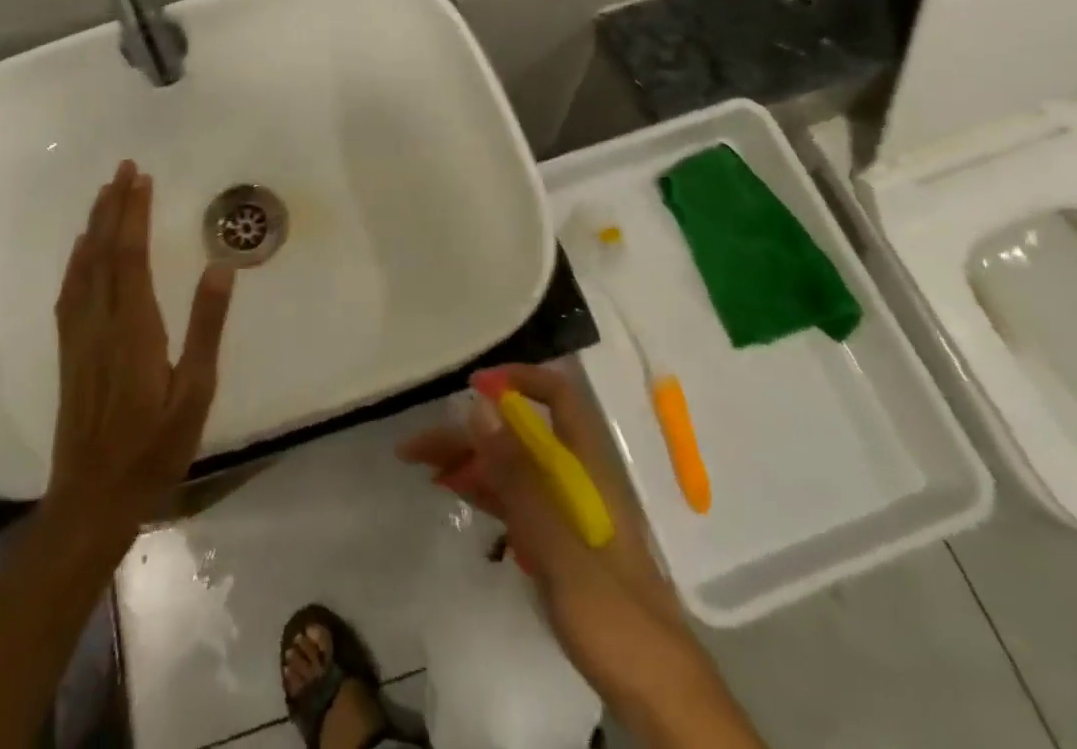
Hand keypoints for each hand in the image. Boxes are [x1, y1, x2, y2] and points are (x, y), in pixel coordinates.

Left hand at [50, 160, 236, 528]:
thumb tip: (221, 268)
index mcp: (134, 328)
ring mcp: (79, 337)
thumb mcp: (195, 392)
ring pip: (83, 268)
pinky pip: (69, 292)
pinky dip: (75, 261)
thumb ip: (207, 328)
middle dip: (113, 207)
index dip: (134, 214)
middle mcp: (101, 323)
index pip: (131, 256)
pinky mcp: (69, 352)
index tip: (142, 179)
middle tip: (123, 169)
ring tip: (104, 194)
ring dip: (94, 226)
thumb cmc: (155, 446)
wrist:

_About this task:_
Each line from the one holding "thumb ip: (207, 328)" to the end of the data above goes into the answer exactly as written, and no other line does.

_Solution to this exercise:_
thumb ip: (207, 328)
middle dip: (113, 207)
index dip: (134, 214)
middle mcp: (101, 323)
index pip: (131, 256)
pinky mcp: (69, 352)
index tip: (142, 179)
middle tip: (123, 169)
ring tip: (104, 194)
ring dip: (94, 226)
thumb cmc: (155, 446)
wrist:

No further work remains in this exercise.